One Barman, many PostgreSQL servers
Another relevant feature that was first introduced by Barman is support for multiple servers. Barman can store backup data coming from multiple PostgreSQL instances, even with different versions, in a centralised way.

http://docs.pgbarman.org/release/2.4/#preliminary-steps

From PostgreSQL to Barman
The SSH connection from the PostgreSQL server to the backup server is needed to correctly archive WAL files using the archive_command setting.

To successfully connect from the PostgreSQL server to the backup server, the PostgreSQL public key has to be configured into the authorized keys of the backup server for the barman user.
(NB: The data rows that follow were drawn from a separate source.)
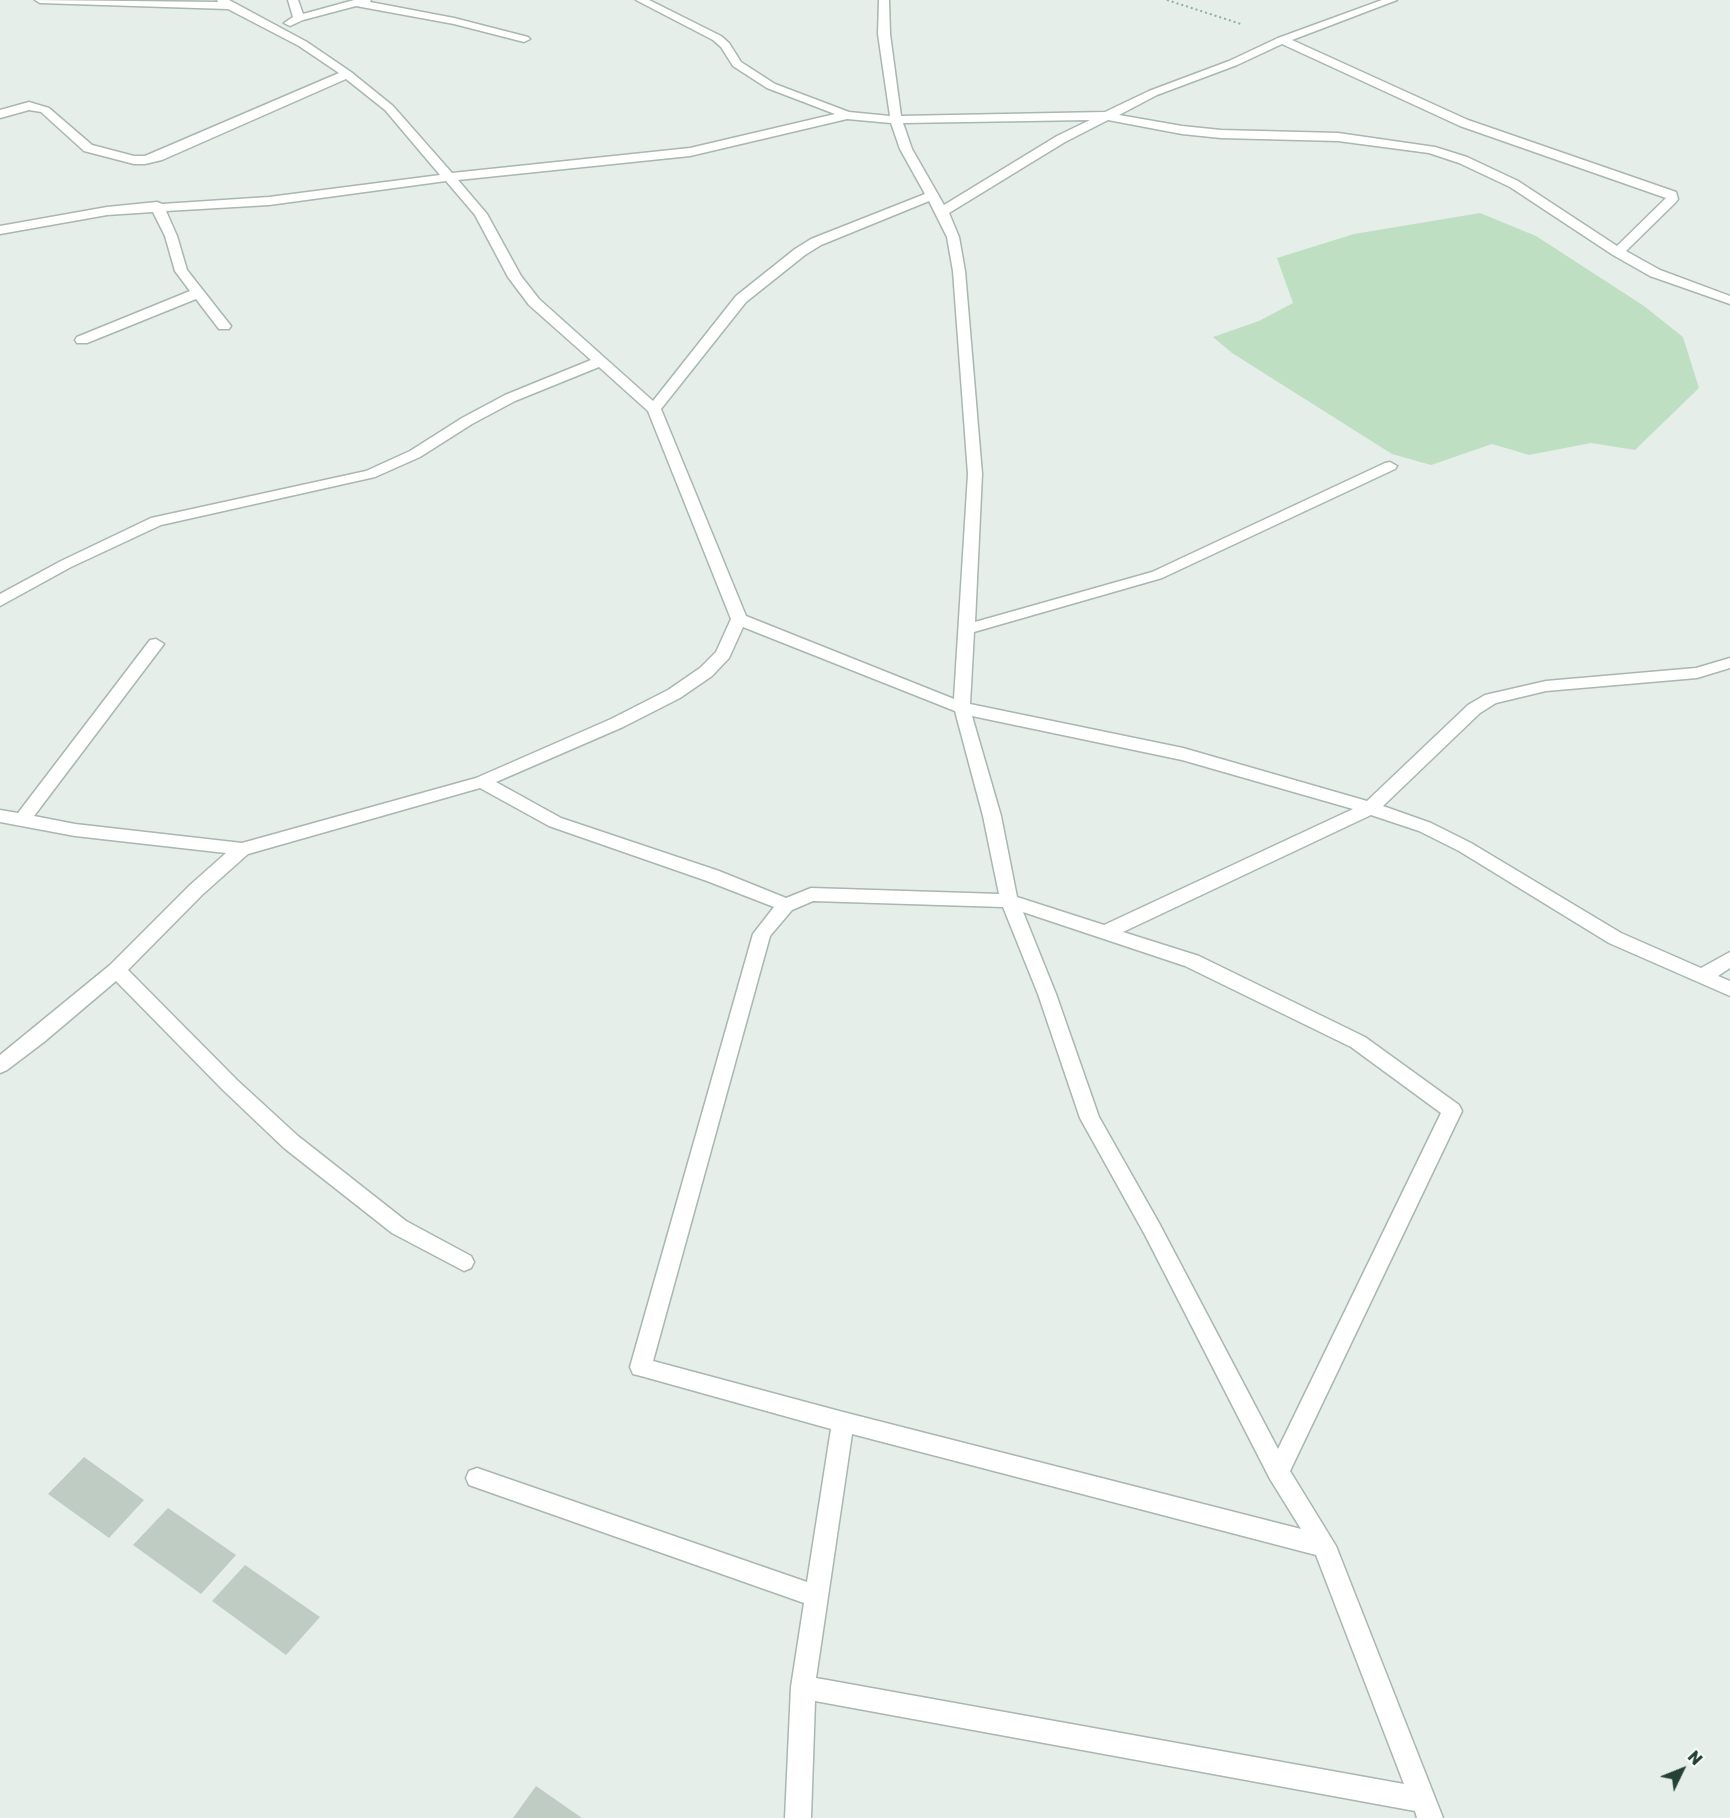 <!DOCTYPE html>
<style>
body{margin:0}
#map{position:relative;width:1730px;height:1818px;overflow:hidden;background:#e6eee9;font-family:"Golos Text",sans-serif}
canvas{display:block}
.north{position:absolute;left:1652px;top:1740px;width:60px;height:60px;-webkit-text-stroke:4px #f6fbf8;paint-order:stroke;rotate:47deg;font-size:16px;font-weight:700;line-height:24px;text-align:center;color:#244134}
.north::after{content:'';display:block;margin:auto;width:21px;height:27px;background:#244134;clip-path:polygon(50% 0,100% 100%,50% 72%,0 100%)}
</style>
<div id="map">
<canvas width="1730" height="1818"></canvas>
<div class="north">N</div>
</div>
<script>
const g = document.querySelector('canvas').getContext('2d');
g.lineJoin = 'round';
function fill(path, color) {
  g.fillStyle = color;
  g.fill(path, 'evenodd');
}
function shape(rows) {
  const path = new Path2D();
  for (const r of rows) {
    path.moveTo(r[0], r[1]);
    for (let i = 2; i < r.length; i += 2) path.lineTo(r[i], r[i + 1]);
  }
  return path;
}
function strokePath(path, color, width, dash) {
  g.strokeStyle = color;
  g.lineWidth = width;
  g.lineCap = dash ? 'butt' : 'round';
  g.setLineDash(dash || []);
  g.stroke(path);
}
const green = shape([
 [1480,213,1536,236,1644,306,1683,337,1699,388,1635,450,1591,443,1529,455,1492,444,1431,465,1392,454,1232,353,1213,337,1259,321,1293,303,1277,258,1354,234]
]);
const building = shape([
 [84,1457,144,1500,109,1538,48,1494],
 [168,1508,236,1555,201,1594,133,1545],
 [245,1565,320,1617,286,1655,212,1601],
 [536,1786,582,1818,513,1818]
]);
const path = shape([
 [1167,0,1241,24]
]);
const street = shape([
 [35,0,218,2,217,0,229,0,307,42,351,72,393,106,452,173,690,148,835,114,767,88,733,66,721,47,713,40,636,0,649,0,721,36,729,43,741,62,775,84,849,112,890,116,878,34,879,0,889,0,890,34,901,116,1105,112,1149,91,1229,61,1278,38,1382,0,1397,0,1292,40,1468,120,1676,192,1678,199,1676,202,1626,251,1660,270,1730,296,1730,304,1650,276,1613,255,1510,187,1459,163,1429,153,1338,141,1221,138,1182,134,1108,120,1065,142,949,213,959,237,965,271,982,474,975,622,1152,572,1385,463,1390,462,1397,466,1395,469,1162,578,974,632,970,704,1183,748,1367,801,1468,705,1485,695,1546,681,1696,668,1730,658,1730,668,1697,678,1546,691,1496,703,1480,713,1383,806,1431,823,1471,843,1621,933,1701,968,1730,952,1730,968,1718,976,1730,981,1730,996,1609,943,1459,851,1419,831,1371,815,1123,932,1199,956,1365,1037,1459,1105,1462,1111,1290,1471,1336,1546,1443,1818,1417,1818,1415,1811,815,1701,811,1818,785,1818,791,1687,804,1603,469,1485,466,1478,469,1471,477,1468,807,1582,831,1429,641,1376,633,1374,630,1367,753,934,774,907,707,881,549,826,480,788,248,854,202,895,128,970,237,1080,298,1136,406,1221,471,1256,474,1262,471,1268,464,1271,392,1233,284,1148,223,1090,116,981,44,1042,7,1070,0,1073,0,1055,110,965,190,885,226,853,75,836,0,822,0,810,18,813,150,640,156,639,164,644,34,816,75,824,242,843,476,778,611,719,668,690,700,668,716,652,731,619,648,411,599,367,515,401,472,424,420,457,375,477,161,525,71,567,0,606,0,594,61,561,151,518,366,471,410,451,462,418,505,395,591,360,529,305,508,277,475,215,446,181,269,205,166,211,177,236,187,270,231,326,229,329,219,329,196,299,87,343,77,343,75,340,77,337,190,291,175,271,165,236,153,212,107,215,0,234,0,226,107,207,157,202,162,204,269,197,440,175,385,110,346,79,162,160,145,164,134,164,84,151,41,112,29,110,0,118,0,110,29,102,49,108,92,145,134,156,145,156,339,73,299,46,228,9,40,3,35,0],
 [1282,44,1460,126,1666,198,1617,246,1518,181,1467,157,1435,147,1338,133,1221,130,1182,126,1119,115,1157,95,1237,65,1282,44],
 [847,119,891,123,900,149,925,194,811,239,795,249,736,296,653,401,539,299,521,276,487,214,458,180,690,156,847,119],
 [1090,120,1057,136,944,205,912,149,903,123,1090,120],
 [929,201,947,237,953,271,968,474,954,699,746,616,661,409,746,302,805,255,821,245,929,201],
 [743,627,955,711,983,816,999,894,811,888,786,898,719,871,561,818,496,782,623,727,680,698,712,676,729,658,743,627],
 [972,716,1182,760,1353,809,1104,925,1017,897,1001,816,972,716],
 [813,901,1003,907,1038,994,1080,1118,1145,1235,1270,1479,1301,1529,843,1412,653,1361,770,936,792,910,813,901],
 [1023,912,1185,966,1351,1047,1441,1113,1278,1449,1159,1223,1099,1117,1056,994,1023,912],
 [852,1434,1316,1555,1404,1784,816,1678,852,1434],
 [288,0,298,0,303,14,354,0,371,0,370,2,454,18,528,37,530,39,524,42,454,24,356,6,303,20,290,26,284,23,293,17,288,0]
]);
fill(green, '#bfdfc2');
fill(building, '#beccc4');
strokePath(street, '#a8b7af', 3);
strokePath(path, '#86b29d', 2, [2, 3]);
fill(street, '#fff');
</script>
The public key to be authorized is stored inside the postgres user home directory in a file named .ssh/id_rsa.pub, and its content should be included in a file named .ssh/authorized_keys inside the home directory of the barman user in the backup server. If the authorized_keys file doesn’t exist, create it using 600 as permissions.

The following command should succeed without any output if the SSH key pair exchange has been completed successfully:

postgres@pg$ ssh barman@backup -C true
The value of the archive_command configuration parameter will be discussed in the “WAL archiving via archive_command section”.

From Barman to PostgreSQL
The SSH connection between the backup server and the PostgreSQL server is used for the traditional backup over rsync. Just as with the connection from the PostgreSQL server to the backup server, we should authorize the public key of the backup server in the PostgreSQL server for the postgres user.

The content of the file .ssh/id_rsa.pub in the barman server should be put in the file named .ssh/authorized_keys in the PostgreSQL server. The permissions of that file should be 600.

The following command should succeed without any output if the key pair exchange has been completed successfully.